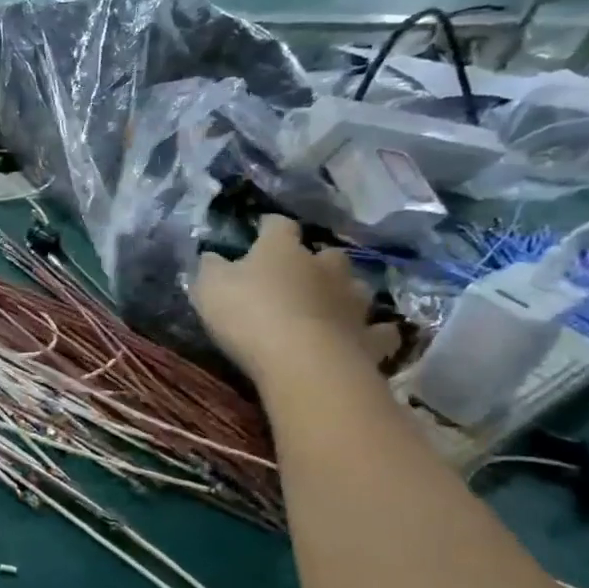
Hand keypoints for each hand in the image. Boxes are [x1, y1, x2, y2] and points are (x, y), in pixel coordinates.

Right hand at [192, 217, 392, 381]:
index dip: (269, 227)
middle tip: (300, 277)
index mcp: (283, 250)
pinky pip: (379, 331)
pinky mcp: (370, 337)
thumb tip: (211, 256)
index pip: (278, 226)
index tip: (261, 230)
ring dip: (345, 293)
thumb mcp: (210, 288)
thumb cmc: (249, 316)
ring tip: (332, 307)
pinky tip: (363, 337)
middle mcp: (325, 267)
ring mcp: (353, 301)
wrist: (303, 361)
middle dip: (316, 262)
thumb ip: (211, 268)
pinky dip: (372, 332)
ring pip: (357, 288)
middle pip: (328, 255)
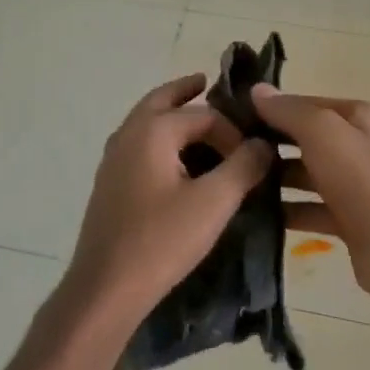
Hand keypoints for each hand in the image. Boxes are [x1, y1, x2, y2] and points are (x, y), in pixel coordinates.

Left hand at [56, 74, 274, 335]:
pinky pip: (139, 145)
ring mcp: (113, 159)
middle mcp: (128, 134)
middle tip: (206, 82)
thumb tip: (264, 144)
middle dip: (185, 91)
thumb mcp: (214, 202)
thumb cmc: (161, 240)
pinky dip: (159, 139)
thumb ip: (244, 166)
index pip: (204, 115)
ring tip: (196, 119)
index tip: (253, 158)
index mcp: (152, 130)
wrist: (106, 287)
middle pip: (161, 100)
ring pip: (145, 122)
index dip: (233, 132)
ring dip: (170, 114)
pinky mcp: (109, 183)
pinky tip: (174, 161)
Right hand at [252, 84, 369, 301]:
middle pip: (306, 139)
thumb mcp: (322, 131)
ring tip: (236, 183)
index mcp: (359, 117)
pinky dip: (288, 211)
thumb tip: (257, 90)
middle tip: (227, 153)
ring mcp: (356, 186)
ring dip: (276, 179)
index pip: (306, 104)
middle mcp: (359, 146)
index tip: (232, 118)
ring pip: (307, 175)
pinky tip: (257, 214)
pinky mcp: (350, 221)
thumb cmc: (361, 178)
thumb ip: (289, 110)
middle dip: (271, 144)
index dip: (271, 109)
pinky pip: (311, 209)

----

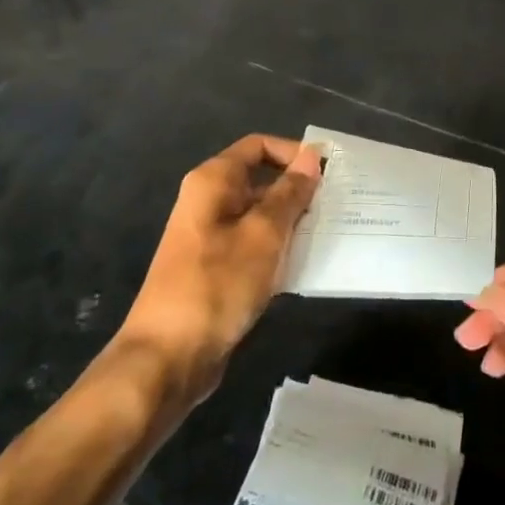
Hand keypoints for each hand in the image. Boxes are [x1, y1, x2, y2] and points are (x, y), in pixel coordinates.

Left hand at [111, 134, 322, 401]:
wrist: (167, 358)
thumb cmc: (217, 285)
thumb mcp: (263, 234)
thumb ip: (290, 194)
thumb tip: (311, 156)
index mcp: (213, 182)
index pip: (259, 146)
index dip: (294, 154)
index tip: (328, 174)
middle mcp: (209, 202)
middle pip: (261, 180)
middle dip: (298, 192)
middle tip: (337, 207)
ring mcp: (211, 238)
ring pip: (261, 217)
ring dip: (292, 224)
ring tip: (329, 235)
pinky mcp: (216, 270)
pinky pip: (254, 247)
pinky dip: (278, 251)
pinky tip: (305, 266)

----

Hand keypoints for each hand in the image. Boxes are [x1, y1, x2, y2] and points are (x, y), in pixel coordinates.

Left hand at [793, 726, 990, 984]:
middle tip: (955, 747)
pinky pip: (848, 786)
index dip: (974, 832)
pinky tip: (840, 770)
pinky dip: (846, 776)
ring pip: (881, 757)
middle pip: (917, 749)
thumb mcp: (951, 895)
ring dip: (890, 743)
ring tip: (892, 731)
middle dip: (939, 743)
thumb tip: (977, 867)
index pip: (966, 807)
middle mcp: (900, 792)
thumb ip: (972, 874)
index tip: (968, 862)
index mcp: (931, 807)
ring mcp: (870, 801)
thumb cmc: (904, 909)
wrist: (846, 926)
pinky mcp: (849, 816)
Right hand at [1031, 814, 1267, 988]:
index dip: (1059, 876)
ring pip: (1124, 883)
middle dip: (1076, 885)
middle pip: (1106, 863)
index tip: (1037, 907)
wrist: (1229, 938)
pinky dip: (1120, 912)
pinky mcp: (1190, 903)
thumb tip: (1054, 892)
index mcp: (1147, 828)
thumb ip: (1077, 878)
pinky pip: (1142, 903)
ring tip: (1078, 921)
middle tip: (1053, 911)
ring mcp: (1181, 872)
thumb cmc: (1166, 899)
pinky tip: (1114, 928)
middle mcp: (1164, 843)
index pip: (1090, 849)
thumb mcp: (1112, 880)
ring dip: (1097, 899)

----

# [Task goal]
Which of the lines above carry the string "Right"? Pick them out and copy them.

# [Task response]
Right hand at [192, 217, 392, 381]:
Right hand at [252, 84, 369, 301]:
Right hand at [1031, 814, 1267, 988]:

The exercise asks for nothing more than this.